## [What needs to be done]
The word "Rive" occurs in some lines of the data. Return each such line.

Saved entries
====
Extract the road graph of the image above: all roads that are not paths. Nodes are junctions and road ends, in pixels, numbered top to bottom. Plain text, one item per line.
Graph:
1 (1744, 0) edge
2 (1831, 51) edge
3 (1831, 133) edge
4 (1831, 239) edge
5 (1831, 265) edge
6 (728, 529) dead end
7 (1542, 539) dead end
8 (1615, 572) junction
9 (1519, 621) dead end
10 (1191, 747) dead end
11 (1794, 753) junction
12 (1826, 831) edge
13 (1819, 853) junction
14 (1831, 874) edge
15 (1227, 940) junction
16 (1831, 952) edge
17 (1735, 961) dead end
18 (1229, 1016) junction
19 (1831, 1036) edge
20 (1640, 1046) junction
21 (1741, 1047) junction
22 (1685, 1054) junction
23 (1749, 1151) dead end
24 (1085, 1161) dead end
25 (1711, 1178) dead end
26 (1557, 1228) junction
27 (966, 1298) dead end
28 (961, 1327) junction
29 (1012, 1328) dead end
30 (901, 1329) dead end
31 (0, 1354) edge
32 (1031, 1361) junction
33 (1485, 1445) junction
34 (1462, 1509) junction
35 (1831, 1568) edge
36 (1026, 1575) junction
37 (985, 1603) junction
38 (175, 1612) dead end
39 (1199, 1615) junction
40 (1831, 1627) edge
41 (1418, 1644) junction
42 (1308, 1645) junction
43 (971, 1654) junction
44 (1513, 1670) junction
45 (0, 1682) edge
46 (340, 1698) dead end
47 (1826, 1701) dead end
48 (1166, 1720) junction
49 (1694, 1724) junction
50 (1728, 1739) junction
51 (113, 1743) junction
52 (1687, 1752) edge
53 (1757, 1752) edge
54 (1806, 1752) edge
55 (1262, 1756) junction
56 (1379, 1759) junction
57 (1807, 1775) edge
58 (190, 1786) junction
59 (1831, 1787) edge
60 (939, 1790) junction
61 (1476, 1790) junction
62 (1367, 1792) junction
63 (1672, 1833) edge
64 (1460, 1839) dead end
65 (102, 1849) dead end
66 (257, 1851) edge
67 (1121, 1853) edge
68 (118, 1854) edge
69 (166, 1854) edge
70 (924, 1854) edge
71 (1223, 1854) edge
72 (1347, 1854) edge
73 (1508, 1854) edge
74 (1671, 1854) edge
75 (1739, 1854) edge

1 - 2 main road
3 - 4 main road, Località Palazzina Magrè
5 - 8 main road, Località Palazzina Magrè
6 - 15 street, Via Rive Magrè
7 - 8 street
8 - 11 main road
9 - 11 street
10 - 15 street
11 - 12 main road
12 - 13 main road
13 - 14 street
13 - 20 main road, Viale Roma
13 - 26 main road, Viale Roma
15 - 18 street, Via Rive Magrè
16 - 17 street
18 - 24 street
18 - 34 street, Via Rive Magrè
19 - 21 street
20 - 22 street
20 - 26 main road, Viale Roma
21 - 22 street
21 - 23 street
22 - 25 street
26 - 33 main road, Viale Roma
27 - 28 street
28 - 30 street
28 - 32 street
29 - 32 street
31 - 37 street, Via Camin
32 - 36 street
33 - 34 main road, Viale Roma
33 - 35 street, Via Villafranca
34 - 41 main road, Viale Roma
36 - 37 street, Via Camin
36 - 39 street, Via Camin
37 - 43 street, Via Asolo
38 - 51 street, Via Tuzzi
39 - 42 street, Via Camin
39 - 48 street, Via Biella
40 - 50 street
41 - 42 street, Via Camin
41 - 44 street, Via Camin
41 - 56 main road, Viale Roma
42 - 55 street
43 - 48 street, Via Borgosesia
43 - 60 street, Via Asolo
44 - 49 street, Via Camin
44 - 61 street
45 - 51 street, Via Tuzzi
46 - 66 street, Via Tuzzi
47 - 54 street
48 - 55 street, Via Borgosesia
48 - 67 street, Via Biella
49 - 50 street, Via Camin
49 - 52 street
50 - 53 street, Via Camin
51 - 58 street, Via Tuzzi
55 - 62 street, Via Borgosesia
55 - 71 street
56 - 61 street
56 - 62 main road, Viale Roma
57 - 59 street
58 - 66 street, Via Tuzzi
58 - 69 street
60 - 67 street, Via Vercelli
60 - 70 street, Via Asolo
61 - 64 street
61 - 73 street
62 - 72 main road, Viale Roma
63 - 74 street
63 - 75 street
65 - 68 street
====
## [Solved problem]
6 - 15 street, Via Rive Magrè
15 - 18 street, Via Rive Magrè
18 - 34 street, Via Rive Magrè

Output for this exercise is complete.